▸ INPUT RECORDS
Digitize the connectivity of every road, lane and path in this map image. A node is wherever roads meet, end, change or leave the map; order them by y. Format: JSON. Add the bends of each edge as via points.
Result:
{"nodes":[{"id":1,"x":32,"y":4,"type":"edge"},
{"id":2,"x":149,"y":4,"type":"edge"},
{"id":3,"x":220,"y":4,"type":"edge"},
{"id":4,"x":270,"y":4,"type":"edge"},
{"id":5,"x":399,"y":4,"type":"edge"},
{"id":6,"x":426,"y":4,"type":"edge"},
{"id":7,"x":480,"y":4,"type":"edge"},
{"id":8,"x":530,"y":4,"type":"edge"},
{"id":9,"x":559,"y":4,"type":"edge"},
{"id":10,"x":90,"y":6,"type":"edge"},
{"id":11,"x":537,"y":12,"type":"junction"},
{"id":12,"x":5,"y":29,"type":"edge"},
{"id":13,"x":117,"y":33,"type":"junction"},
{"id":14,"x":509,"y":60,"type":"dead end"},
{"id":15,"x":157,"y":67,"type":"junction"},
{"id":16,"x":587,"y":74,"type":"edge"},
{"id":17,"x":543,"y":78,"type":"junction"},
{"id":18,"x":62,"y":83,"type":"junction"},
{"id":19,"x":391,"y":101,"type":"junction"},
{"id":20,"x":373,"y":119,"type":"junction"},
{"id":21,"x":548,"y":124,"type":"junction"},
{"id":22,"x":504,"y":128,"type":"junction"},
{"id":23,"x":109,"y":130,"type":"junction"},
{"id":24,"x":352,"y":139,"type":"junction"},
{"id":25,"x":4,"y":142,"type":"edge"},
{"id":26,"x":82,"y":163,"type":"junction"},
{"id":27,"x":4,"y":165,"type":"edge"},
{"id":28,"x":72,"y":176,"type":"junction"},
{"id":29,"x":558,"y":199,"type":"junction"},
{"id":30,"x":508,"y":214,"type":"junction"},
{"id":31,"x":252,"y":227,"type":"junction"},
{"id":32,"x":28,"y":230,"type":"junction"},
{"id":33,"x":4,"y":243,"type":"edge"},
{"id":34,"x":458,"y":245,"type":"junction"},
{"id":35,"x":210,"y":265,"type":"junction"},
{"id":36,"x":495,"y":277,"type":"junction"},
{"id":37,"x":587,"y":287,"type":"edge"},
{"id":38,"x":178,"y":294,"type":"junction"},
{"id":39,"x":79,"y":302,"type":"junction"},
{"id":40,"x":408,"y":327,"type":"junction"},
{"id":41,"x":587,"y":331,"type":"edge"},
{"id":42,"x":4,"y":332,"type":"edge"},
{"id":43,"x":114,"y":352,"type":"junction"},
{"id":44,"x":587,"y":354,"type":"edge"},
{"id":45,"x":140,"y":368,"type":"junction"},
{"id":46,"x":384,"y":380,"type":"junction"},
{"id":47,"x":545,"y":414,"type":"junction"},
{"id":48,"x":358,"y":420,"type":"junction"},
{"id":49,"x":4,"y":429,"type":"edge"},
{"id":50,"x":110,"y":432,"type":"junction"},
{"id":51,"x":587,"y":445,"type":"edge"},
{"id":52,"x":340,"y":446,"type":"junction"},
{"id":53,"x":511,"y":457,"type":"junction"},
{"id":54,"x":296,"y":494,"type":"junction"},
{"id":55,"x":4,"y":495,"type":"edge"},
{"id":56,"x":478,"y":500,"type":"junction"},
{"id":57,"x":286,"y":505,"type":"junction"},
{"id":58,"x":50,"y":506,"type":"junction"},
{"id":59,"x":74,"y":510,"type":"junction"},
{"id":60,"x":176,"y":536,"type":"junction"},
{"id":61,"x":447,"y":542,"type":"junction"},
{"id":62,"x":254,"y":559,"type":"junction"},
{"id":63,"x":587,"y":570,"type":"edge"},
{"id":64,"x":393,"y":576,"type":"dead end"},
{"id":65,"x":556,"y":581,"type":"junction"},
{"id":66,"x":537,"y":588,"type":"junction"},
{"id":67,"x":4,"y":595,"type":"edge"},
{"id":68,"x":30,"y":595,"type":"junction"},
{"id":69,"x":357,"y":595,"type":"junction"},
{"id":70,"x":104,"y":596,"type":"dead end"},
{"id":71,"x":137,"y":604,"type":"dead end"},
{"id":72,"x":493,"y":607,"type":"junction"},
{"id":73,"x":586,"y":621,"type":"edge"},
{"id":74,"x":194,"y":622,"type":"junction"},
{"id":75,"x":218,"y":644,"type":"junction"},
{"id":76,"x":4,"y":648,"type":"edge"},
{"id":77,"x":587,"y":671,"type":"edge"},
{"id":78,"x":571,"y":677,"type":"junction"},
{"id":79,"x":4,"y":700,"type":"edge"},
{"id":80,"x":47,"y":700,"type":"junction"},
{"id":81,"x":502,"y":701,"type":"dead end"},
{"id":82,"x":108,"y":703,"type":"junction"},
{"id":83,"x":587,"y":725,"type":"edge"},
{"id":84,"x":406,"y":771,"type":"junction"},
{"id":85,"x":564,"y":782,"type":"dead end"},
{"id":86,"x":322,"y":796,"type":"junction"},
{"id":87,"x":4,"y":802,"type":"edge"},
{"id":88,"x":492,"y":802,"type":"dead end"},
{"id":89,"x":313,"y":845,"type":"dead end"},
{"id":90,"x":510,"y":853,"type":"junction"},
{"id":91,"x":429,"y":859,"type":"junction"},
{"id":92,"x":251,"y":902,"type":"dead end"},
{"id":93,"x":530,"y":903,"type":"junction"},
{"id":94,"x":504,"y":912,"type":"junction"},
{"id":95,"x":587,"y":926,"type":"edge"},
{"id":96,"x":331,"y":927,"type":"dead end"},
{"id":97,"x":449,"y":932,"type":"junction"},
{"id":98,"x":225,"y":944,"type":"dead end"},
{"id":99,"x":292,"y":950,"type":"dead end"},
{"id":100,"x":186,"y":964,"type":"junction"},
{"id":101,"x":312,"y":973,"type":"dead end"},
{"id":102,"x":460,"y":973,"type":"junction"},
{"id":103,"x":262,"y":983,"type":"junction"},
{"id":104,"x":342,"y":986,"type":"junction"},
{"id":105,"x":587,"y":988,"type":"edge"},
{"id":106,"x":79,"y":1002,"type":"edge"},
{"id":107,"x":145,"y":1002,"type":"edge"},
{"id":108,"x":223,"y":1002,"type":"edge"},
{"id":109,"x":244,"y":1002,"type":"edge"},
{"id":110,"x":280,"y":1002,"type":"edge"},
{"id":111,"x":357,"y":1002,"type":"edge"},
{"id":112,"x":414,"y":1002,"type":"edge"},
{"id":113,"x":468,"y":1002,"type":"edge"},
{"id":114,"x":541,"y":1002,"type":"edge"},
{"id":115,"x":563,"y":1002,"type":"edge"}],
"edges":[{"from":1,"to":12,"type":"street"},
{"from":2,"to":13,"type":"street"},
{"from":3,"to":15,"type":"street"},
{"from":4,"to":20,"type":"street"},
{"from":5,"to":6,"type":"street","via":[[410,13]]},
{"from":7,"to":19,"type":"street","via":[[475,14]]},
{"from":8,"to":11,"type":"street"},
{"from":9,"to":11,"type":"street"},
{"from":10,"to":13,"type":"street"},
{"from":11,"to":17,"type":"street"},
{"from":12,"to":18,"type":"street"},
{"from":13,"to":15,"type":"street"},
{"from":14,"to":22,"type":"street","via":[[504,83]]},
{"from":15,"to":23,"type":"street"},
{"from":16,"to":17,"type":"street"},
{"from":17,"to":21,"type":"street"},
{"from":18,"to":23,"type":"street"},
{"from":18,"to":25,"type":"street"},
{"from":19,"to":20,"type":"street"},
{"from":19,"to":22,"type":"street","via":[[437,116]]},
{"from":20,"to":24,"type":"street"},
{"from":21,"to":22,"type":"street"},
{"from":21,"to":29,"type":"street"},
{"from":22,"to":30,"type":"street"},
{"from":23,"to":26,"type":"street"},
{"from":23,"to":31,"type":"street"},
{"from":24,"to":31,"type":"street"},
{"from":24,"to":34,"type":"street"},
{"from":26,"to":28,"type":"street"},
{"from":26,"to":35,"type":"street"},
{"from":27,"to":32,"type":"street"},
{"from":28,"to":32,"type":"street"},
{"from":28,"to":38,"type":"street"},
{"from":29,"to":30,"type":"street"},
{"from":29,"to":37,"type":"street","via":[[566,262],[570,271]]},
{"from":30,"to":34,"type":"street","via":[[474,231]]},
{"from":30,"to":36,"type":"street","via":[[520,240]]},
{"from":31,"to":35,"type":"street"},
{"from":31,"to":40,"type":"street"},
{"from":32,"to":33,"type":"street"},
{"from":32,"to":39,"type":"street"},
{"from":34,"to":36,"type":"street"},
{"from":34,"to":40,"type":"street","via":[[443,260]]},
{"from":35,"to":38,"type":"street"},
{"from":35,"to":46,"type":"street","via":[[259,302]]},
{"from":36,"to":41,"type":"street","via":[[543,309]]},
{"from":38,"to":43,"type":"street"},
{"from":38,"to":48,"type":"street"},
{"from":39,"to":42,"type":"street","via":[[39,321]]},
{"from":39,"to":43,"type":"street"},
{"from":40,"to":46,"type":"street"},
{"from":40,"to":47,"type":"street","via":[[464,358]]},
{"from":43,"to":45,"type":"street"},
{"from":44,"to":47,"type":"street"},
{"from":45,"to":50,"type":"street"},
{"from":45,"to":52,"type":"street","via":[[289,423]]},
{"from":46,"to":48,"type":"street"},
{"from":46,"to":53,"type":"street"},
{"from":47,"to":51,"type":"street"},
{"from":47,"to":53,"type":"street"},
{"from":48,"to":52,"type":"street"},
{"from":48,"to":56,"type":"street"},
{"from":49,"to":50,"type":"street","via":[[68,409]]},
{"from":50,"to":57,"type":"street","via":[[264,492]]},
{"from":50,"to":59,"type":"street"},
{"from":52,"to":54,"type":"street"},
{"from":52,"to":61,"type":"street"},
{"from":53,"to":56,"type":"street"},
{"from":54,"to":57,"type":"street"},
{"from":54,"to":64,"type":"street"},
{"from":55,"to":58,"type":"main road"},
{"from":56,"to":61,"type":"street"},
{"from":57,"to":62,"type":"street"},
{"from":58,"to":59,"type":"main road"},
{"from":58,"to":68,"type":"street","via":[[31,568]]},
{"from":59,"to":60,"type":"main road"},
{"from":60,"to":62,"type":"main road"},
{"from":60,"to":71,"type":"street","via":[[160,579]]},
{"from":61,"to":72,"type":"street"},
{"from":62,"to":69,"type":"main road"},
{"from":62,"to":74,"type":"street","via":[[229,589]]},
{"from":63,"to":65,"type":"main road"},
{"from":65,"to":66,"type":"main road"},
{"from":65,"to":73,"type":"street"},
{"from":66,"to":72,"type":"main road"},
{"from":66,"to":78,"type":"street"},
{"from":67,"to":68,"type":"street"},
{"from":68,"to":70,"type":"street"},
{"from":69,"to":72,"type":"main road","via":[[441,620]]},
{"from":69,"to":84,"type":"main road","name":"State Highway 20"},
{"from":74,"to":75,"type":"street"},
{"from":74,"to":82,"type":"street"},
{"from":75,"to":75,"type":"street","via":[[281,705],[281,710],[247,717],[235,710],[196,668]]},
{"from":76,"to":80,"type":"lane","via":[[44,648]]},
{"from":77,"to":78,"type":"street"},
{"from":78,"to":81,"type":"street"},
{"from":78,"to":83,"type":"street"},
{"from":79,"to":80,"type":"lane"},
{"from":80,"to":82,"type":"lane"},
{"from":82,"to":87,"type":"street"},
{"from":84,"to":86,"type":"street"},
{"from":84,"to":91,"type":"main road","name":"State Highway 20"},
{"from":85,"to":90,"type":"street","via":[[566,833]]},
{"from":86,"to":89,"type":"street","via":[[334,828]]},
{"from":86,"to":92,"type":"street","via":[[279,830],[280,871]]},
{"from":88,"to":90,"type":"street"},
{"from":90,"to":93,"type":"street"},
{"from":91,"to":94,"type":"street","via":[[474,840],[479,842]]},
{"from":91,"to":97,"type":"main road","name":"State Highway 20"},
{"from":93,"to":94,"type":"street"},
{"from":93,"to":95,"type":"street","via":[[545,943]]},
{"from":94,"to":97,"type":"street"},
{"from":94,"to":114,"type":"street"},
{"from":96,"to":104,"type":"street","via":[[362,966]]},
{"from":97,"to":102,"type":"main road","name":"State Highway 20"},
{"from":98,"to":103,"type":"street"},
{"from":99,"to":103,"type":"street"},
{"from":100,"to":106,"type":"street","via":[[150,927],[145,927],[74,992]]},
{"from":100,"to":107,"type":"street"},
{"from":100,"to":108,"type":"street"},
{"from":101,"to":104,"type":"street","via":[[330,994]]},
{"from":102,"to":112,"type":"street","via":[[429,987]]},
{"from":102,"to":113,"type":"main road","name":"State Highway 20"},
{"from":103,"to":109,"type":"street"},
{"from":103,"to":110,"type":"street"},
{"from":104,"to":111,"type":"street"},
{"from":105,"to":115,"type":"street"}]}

▸ YOUR INSTRUCTIONS
Wherever the string "State" appears in the entries, copy that line.

▸ FINISHED EXERCISE
{"from":69,"to":84,"type":"main road","name":"State Highway 20"},
{"from":84,"to":91,"type":"main road","name":"State Highway 20"},
{"from":91,"to":97,"type":"main road","name":"State Highway 20"},
{"from":97,"to":102,"type":"main road","name":"State Highway 20"},
{"from":102,"to":113,"type":"main road","name":"State Highway 20"},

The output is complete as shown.